*** Block opens ***

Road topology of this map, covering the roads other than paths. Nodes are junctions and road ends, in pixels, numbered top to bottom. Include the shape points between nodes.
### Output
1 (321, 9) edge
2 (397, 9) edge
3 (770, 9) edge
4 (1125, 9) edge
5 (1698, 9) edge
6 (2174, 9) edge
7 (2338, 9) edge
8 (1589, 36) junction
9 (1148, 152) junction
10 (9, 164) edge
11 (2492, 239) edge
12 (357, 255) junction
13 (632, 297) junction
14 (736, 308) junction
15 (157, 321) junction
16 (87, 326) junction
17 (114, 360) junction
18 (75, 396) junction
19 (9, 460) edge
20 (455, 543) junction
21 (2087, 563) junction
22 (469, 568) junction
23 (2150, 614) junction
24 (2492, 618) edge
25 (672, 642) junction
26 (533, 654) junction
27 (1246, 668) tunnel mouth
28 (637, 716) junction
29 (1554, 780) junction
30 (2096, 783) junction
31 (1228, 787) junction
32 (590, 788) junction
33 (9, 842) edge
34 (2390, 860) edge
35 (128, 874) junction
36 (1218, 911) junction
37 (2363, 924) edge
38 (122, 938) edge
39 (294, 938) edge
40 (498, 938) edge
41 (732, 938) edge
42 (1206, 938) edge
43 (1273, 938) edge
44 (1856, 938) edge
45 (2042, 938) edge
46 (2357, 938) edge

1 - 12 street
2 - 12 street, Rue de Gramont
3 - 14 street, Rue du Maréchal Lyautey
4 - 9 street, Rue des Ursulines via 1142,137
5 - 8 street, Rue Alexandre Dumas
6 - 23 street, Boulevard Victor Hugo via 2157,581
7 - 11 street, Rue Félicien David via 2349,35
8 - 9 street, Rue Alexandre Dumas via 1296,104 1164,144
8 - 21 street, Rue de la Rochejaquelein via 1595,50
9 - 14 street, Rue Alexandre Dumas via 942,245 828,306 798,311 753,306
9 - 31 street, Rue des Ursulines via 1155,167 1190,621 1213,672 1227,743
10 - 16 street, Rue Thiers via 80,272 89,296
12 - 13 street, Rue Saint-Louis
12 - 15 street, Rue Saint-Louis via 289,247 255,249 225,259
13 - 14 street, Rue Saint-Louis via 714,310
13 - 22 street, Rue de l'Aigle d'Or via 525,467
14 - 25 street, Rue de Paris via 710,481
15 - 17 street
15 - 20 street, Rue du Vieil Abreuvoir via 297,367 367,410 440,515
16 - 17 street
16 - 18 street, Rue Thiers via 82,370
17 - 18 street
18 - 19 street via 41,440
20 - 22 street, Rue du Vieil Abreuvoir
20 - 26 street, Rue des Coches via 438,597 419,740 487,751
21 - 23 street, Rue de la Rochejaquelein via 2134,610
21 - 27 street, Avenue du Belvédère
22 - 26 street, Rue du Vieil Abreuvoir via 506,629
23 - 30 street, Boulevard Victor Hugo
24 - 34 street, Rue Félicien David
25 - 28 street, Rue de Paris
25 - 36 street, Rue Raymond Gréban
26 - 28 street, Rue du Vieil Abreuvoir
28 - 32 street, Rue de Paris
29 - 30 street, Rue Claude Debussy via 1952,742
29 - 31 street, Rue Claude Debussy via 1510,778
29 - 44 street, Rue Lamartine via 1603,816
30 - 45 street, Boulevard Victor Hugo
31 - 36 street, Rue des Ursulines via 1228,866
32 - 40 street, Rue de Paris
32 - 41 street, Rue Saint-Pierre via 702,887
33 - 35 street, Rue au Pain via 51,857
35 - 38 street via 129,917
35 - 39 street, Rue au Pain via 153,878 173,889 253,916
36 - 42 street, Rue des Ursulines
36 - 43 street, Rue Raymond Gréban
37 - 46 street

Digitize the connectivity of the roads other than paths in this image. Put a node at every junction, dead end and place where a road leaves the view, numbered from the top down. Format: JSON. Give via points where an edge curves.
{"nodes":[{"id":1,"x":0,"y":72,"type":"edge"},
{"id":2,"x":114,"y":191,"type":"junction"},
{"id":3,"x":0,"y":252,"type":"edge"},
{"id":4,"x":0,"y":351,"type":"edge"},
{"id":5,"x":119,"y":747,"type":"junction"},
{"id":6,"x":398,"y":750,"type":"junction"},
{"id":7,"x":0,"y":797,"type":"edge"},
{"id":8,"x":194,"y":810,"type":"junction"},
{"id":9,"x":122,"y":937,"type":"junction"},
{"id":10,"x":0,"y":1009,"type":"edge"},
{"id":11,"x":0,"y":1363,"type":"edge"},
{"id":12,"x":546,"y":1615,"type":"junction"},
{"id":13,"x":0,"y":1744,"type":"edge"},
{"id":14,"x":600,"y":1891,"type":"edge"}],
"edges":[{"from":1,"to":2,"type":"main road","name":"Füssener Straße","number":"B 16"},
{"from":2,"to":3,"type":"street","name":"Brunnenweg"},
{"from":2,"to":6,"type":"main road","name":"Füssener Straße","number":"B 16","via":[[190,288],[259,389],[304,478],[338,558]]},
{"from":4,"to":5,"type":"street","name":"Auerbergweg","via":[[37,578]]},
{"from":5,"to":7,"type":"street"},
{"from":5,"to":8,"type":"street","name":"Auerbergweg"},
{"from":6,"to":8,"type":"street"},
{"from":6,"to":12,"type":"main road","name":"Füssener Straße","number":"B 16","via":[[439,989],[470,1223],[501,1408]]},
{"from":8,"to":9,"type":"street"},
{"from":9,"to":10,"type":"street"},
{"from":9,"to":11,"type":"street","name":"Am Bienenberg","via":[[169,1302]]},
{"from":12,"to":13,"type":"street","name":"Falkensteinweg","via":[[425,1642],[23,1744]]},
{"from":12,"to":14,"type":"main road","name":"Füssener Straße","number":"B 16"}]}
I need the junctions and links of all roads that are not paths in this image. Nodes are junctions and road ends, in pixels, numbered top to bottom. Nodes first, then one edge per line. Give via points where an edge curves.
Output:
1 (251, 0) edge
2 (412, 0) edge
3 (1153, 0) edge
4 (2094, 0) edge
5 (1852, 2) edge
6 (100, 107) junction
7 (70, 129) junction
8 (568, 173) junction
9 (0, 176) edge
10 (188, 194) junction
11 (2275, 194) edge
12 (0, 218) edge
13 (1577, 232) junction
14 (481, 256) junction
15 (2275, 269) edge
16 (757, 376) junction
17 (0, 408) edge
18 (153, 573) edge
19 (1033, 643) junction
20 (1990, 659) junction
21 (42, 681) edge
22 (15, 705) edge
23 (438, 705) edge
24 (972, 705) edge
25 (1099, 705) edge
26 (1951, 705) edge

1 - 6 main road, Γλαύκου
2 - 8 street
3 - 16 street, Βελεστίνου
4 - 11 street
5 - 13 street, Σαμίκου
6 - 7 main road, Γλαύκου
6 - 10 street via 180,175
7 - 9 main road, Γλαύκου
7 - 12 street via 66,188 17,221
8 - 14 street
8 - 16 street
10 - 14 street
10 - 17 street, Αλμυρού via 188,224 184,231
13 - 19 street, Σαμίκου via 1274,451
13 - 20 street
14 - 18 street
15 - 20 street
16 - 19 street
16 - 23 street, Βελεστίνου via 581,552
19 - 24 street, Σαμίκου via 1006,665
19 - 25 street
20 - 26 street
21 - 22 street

*** Block closes ***

- _Goal of the exercise_: Give the records back in full, word for word.

- _Written answer_:
Road topology of this map, covering the roads other than paths. Nodes are junctions and road ends, in pixels, numbered top to bottom. Include the shape points between nodes.
### Output
1 (321, 9) edge
2 (397, 9) edge
3 (770, 9) edge
4 (1125, 9) edge
5 (1698, 9) edge
6 (2174, 9) edge
7 (2338, 9) edge
8 (1589, 36) junction
9 (1148, 152) junction
10 (9, 164) edge
11 (2492, 239) edge
12 (357, 255) junction
13 (632, 297) junction
14 (736, 308) junction
15 (157, 321) junction
16 (87, 326) junction
17 (114, 360) junction
18 (75, 396) junction
19 (9, 460) edge
20 (455, 543) junction
21 (2087, 563) junction
22 (469, 568) junction
23 (2150, 614) junction
24 (2492, 618) edge
25 (672, 642) junction
26 (533, 654) junction
27 (1246, 668) tunnel mouth
28 (637, 716) junction
29 (1554, 780) junction
30 (2096, 783) junction
31 (1228, 787) junction
32 (590, 788) junction
33 (9, 842) edge
34 (2390, 860) edge
35 (128, 874) junction
36 (1218, 911) junction
37 (2363, 924) edge
38 (122, 938) edge
39 (294, 938) edge
40 (498, 938) edge
41 (732, 938) edge
42 (1206, 938) edge
43 (1273, 938) edge
44 (1856, 938) edge
45 (2042, 938) edge
46 (2357, 938) edge

1 - 12 street
2 - 12 street, Rue de Gramont
3 - 14 street, Rue du Maréchal Lyautey
4 - 9 street, Rue des Ursulines via 1142,137
5 - 8 street, Rue Alexandre Dumas
6 - 23 street, Boulevard Victor Hugo via 2157,581
7 - 11 street, Rue Félicien David via 2349,35
8 - 9 street, Rue Alexandre Dumas via 1296,104 1164,144
8 - 21 street, Rue de la Rochejaquelein via 1595,50
9 - 14 street, Rue Alexandre Dumas via 942,245 828,306 798,311 753,306
9 - 31 street, Rue des Ursulines via 1155,167 1190,621 1213,672 1227,743
10 - 16 street, Rue Thiers via 80,272 89,296
12 - 13 street, Rue Saint-Louis
12 - 15 street, Rue Saint-Louis via 289,247 255,249 225,259
13 - 14 street, Rue Saint-Louis via 714,310
13 - 22 street, Rue de l'Aigle d'Or via 525,467
14 - 25 street, Rue de Paris via 710,481
15 - 17 street
15 - 20 street, Rue du Vieil Abreuvoir via 297,367 367,410 440,515
16 - 17 street
16 - 18 street, Rue Thiers via 82,370
17 - 18 street
18 - 19 street via 41,440
20 - 22 street, Rue du Vieil Abreuvoir
20 - 26 street, Rue des Coches via 438,597 419,740 487,751
21 - 23 street, Rue de la Rochejaquelein via 2134,610
21 - 27 street, Avenue du Belvédère
22 - 26 street, Rue du Vieil Abreuvoir via 506,629
23 - 30 street, Boulevard Victor Hugo
24 - 34 street, Rue Félicien David
25 - 28 street, Rue de Paris
25 - 36 street, Rue Raymond Gréban
26 - 28 street, Rue du Vieil Abreuvoir
28 - 32 street, Rue de Paris
29 - 30 street, Rue Claude Debussy via 1952,742
29 - 31 street, Rue Claude Debussy via 1510,778
29 - 44 street, Rue Lamartine via 1603,816
30 - 45 street, Boulevard Victor Hugo
31 - 36 street, Rue des Ursulines via 1228,866
32 - 40 street, Rue de Paris
32 - 41 street, Rue Saint-Pierre via 702,887
33 - 35 street, Rue au Pain via 51,857
35 - 38 street via 129,917
35 - 39 street, Rue au Pain via 153,878 173,889 253,916
36 - 42 street, Rue des Ursulines
36 - 43 street, Rue Raymond Gréban
37 - 46 street

Digitize the connectivity of the roads other than paths in this image. Put a node at every junction, dead end and place where a road leaves the view, numbered from the top down. Format: JSON. Give via points where an edge curves.
{"nodes":[{"id":1,"x":0,"y":72,"type":"edge"},
{"id":2,"x":114,"y":191,"type":"junction"},
{"id":3,"x":0,"y":252,"type":"edge"},
{"id":4,"x":0,"y":351,"type":"edge"},
{"id":5,"x":119,"y":747,"type":"junction"},
{"id":6,"x":398,"y":750,"type":"junction"},
{"id":7,"x":0,"y":797,"type":"edge"},
{"id":8,"x":194,"y":810,"type":"junction"},
{"id":9,"x":122,"y":937,"type":"junction"},
{"id":10,"x":0,"y":1009,"type":"edge"},
{"id":11,"x":0,"y":1363,"type":"edge"},
{"id":12,"x":546,"y":1615,"type":"junction"},
{"id":13,"x":0,"y":1744,"type":"edge"},
{"id":14,"x":600,"y":1891,"type":"edge"}],
"edges":[{"from":1,"to":2,"type":"main road","name":"Füssener Straße","number":"B 16"},
{"from":2,"to":3,"type":"street","name":"Brunnenweg"},
{"from":2,"to":6,"type":"main road","name":"Füssener Straße","number":"B 16","via":[[190,288],[259,389],[304,478],[338,558]]},
{"from":4,"to":5,"type":"street","name":"Auerbergweg","via":[[37,578]]},
{"from":5,"to":7,"type":"street"},
{"from":5,"to":8,"type":"street","name":"Auerbergweg"},
{"from":6,"to":8,"type":"street"},
{"from":6,"to":12,"type":"main road","name":"Füssener Straße","number":"B 16","via":[[439,989],[470,1223],[501,1408]]},
{"from":8,"to":9,"type":"street"},
{"from":9,"to":10,"type":"street"},
{"from":9,"to":11,"type":"street","name":"Am Bienenberg","via":[[169,1302]]},
{"from":12,"to":13,"type":"street","name":"Falkensteinweg","via":[[425,1642],[23,1744]]},
{"from":12,"to":14,"type":"main road","name":"Füssener Straße","number":"B 16"}]}
I need the junctions and links of all roads that are not paths in this image. Nodes are junctions and road ends, in pixels, numbered top to bottom. Nodes first, then one edge per line. Give via points where an edge curves.
Output:
1 (251, 0) edge
2 (412, 0) edge
3 (1153, 0) edge
4 (2094, 0) edge
5 (1852, 2) edge
6 (100, 107) junction
7 (70, 129) junction
8 (568, 173) junction
9 (0, 176) edge
10 (188, 194) junction
11 (2275, 194) edge
12 (0, 218) edge
13 (1577, 232) junction
14 (481, 256) junction
15 (2275, 269) edge
16 (757, 376) junction
17 (0, 408) edge
18 (153, 573) edge
19 (1033, 643) junction
20 (1990, 659) junction
21 (42, 681) edge
22 (15, 705) edge
23 (438, 705) edge
24 (972, 705) edge
25 (1099, 705) edge
26 (1951, 705) edge

1 - 6 main road, Γλαύκου
2 - 8 street
3 - 16 street, Βελεστίνου
4 - 11 street
5 - 13 street, Σαμίκου
6 - 7 main road, Γλαύκου
6 - 10 street via 180,175
7 - 9 main road, Γλαύκου
7 - 12 street via 66,188 17,221
8 - 14 street
8 - 16 street
10 - 14 street
10 - 17 street, Αλμυρού via 188,224 184,231
13 - 19 street, Σαμίκου via 1274,451
13 - 20 street
14 - 18 street
15 - 20 street
16 - 19 street
16 - 23 street, Βελεστίνου via 581,552
19 - 24 street, Σαμίκου via 1006,665
19 - 25 street
20 - 26 street
21 - 22 street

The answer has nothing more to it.